**Goal of the exercise:** Your response should reproduce every line of the entries that contains the word "Pike".

Dataset excerpts:
# # # # #
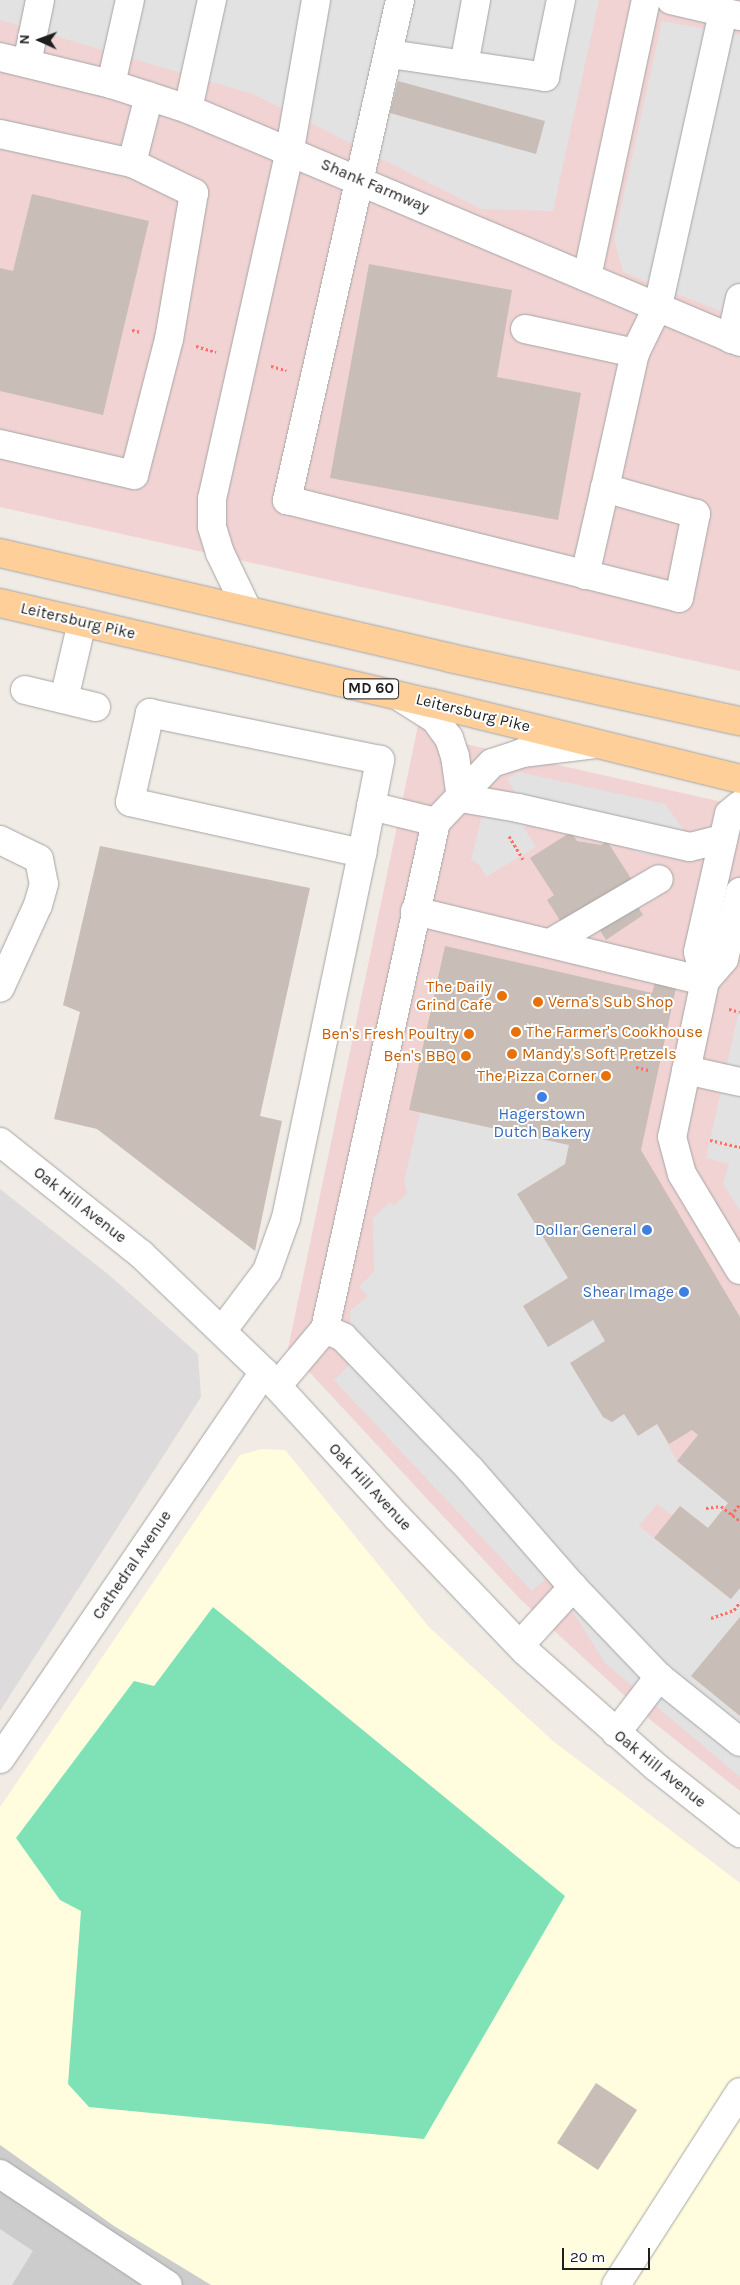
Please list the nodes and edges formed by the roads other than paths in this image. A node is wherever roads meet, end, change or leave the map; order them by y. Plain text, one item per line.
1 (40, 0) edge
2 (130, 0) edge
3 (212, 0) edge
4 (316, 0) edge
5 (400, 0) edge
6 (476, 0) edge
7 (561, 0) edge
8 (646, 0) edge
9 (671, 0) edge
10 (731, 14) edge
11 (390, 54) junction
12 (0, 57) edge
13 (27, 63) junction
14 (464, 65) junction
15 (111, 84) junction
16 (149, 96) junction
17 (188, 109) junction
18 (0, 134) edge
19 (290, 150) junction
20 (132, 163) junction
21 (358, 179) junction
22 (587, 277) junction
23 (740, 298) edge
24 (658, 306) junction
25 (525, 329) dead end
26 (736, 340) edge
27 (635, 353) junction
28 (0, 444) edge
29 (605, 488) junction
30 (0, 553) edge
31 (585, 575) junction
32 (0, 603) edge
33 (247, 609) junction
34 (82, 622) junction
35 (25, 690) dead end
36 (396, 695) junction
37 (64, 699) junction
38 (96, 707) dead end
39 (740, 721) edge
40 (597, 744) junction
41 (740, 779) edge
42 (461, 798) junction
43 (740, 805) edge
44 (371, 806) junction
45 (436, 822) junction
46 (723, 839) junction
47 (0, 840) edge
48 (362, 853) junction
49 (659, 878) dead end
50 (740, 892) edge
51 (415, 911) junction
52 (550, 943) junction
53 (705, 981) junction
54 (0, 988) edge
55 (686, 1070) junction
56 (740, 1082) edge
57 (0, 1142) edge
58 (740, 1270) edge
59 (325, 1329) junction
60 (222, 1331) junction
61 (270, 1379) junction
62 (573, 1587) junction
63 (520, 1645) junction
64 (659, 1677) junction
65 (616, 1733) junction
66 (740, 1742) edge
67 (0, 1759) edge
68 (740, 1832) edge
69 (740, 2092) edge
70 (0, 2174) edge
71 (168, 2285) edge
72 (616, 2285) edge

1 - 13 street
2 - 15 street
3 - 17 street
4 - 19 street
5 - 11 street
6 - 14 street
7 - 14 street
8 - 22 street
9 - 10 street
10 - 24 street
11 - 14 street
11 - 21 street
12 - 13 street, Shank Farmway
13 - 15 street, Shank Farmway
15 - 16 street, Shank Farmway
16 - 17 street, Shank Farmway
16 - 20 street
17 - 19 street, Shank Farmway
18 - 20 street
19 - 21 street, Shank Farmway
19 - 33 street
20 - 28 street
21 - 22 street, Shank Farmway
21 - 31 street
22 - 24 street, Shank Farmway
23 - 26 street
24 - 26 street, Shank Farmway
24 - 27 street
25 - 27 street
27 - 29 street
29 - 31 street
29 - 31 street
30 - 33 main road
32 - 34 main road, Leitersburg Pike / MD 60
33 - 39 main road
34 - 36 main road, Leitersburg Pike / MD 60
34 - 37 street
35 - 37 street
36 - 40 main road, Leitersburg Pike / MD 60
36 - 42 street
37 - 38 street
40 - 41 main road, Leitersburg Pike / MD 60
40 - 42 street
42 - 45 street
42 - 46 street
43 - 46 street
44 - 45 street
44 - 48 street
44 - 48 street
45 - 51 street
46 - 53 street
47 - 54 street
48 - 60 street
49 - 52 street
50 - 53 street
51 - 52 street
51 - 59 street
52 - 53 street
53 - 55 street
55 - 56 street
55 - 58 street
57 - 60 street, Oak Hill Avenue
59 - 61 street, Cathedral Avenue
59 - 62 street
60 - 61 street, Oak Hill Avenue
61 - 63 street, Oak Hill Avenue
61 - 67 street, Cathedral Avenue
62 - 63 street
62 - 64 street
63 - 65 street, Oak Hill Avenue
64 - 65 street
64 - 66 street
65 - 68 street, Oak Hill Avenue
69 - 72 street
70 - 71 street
# # # # #
**Task output:**
32 - 34 main road, Leitersburg Pike / MD 60
34 - 36 main road, Leitersburg Pike / MD 60
36 - 40 main road, Leitersburg Pike / MD 60
40 - 41 main road, Leitersburg Pike / MD 60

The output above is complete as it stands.